"Ich konnte Schach spielen, bevor ich eine Ahnung vom Leben hatte. Als ich mit den Tücken des Daseins konfrontiert wurde, gab es keine Situation, die ich nicht vom Schach her kannte", sagt Garri Kasparow, der wohl beste Spieler aller Zeiten, Schachweltmeister von 1985 bis 2000. Mit sechs Jahren begann er in der Küche der Eltern Schach zu spielen, es folgte eine beispiellose Profikarriere. Kasparows Spiel gilt als besonders kreativ, angriffslustig und risikofreudig, er ist berühmt dafür, schwierige Situationen durch glänzende Analysen und temporeiche Züge zu meistern.
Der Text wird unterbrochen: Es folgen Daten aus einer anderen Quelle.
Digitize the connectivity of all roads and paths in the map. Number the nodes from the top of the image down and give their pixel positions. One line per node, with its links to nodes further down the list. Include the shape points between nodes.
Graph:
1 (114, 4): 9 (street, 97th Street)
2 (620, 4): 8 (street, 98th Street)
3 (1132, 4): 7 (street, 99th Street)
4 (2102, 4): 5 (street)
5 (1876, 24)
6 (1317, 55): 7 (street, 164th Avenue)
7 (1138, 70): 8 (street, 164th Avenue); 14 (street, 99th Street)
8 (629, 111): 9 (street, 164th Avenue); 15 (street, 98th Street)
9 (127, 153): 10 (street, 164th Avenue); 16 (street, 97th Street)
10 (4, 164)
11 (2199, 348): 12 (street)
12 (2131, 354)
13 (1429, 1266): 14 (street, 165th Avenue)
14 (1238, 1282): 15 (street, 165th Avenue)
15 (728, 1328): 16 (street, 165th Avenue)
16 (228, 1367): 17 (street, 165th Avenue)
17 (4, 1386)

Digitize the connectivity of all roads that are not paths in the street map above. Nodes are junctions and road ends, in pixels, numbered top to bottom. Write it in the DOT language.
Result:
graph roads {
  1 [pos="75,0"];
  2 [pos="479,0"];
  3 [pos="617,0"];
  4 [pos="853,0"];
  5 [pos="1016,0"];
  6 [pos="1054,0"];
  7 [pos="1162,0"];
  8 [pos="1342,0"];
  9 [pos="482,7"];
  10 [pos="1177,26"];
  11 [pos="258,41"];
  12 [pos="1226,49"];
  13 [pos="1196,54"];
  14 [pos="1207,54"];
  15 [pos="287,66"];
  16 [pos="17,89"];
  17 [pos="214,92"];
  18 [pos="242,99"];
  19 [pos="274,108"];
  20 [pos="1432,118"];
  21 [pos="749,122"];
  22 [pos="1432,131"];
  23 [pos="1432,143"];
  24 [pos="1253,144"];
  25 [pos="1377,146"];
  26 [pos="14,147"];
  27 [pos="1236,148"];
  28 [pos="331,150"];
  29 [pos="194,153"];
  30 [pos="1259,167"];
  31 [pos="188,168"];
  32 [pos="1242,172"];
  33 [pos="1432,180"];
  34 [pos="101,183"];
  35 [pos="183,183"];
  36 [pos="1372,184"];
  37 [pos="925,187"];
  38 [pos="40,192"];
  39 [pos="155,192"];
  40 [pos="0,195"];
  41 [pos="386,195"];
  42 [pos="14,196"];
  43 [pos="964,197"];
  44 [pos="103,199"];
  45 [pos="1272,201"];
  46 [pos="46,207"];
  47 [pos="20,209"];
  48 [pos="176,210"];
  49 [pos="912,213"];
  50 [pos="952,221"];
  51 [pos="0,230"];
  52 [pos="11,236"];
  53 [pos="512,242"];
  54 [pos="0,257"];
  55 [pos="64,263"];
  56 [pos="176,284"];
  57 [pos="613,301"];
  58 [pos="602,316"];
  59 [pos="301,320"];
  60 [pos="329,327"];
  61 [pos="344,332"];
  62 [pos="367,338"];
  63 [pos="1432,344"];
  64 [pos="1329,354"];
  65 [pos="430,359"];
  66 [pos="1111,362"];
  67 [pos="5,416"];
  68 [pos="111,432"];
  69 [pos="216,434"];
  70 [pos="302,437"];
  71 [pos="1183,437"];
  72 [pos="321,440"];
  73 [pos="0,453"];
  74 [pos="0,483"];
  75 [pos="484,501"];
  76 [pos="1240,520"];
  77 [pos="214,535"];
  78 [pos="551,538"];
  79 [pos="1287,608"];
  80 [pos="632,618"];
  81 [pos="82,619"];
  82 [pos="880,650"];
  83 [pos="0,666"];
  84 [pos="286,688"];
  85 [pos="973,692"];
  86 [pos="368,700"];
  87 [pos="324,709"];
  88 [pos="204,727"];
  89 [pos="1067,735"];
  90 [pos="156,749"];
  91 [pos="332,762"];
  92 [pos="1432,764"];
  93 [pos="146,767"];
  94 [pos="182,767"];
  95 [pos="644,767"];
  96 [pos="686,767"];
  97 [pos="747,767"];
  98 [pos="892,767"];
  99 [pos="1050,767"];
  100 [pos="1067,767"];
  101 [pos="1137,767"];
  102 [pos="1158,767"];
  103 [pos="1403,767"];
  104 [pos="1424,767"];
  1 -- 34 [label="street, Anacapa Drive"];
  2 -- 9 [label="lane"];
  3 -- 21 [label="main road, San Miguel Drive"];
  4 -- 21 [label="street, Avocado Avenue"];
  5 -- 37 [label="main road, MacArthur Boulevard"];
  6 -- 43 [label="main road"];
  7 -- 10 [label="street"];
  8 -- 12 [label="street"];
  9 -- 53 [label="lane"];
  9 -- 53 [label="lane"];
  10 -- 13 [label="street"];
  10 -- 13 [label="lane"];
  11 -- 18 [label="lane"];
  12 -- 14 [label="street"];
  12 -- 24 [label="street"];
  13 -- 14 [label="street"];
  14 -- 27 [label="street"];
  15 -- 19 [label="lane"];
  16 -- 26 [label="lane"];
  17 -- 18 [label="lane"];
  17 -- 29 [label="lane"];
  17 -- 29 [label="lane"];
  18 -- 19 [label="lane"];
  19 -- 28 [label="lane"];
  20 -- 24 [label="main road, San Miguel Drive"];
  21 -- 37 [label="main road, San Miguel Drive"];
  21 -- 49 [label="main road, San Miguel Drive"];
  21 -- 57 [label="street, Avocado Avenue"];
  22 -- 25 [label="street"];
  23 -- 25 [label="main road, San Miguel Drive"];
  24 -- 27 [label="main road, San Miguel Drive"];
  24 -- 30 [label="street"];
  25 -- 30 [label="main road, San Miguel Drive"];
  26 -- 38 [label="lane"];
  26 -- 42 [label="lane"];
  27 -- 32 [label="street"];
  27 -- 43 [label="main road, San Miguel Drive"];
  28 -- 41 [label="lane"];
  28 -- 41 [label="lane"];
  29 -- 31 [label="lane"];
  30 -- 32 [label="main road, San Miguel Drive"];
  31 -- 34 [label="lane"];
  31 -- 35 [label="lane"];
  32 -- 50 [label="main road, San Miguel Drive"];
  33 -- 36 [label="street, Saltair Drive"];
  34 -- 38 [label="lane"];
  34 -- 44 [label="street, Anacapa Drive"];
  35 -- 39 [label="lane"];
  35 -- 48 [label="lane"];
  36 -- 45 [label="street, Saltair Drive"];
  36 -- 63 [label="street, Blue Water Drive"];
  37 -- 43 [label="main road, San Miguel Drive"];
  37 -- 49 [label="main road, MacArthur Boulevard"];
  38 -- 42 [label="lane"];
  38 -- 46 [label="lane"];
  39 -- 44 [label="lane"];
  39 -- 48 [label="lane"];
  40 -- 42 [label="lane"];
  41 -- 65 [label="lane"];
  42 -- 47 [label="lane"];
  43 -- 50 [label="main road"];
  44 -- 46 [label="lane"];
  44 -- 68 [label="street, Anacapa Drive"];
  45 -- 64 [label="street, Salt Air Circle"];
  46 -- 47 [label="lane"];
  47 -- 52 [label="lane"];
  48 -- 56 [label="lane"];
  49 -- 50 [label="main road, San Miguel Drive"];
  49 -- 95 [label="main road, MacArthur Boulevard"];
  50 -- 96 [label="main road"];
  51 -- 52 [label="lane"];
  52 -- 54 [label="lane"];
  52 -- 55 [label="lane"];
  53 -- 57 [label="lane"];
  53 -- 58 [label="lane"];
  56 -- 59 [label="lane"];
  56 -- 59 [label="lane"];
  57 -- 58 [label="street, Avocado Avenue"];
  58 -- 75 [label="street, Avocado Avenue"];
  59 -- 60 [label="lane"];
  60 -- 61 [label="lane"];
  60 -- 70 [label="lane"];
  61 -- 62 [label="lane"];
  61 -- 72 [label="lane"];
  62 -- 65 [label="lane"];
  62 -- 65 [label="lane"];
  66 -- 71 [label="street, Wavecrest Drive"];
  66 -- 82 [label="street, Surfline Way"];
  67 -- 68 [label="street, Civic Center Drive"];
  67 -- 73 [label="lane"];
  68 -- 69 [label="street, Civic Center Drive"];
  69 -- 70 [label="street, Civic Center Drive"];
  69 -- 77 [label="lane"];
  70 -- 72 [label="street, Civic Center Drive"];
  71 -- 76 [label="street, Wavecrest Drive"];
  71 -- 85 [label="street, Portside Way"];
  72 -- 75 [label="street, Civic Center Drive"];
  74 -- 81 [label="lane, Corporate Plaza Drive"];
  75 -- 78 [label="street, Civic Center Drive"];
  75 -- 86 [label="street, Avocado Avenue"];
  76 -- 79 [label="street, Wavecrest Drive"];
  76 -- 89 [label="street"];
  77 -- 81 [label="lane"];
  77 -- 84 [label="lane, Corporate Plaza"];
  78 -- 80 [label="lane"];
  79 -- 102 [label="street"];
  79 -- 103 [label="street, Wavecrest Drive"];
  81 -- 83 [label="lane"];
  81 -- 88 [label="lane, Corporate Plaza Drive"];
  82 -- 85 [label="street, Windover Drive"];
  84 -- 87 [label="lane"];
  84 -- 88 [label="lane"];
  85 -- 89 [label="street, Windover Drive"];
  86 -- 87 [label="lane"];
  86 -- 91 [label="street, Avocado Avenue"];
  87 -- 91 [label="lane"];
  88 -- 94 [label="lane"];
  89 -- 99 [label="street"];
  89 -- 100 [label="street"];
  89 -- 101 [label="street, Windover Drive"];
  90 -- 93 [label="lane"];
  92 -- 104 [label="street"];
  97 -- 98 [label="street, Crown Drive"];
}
Wie keiner weiß der charismatische Russe, der sich inzwischen neuen Herausforderungen in der Politik stellt, wie man einen Vorteil nutzt, sich offensiv verteidigt, den richtigen Moment erkennt. Durch Kasparows strategisches Wissen werden wir zu Siegern.
Rezensionsnotiz zu
Frankfurter Allgemeine Zeitung, 30.04.2007
Ob er selber Schach spielt, verrät Jürgen Kaube nicht. Daran, dass ihn Garri Kasparows Versuch, die Parallelen zwischen Schach und Leben zu finden, beeindruckt hat, lässt er jedoch keinen Zweifel. Hilfreich findet er Kasparows verständliche Beschreibung eigener Partien und das Glossar. Und er vermag den, wie er einräumt, mitunter etwas sprunghaften theoretischen Ausflügen des Brettstrategen in die Welt der Wirtschaft und der Politik und seinen "allgemeinen Schlüssen über erfolgreiches Entscheiden" durchaus "mit Vergnügen" zu folgen. Eines aber bereitet dem Rezensenten Kopfschmerzen: Die auffällige Ähnlichkeit der Kasparowschen Lebensberatung mit stets auch umkehrbaren Sprichwörtern.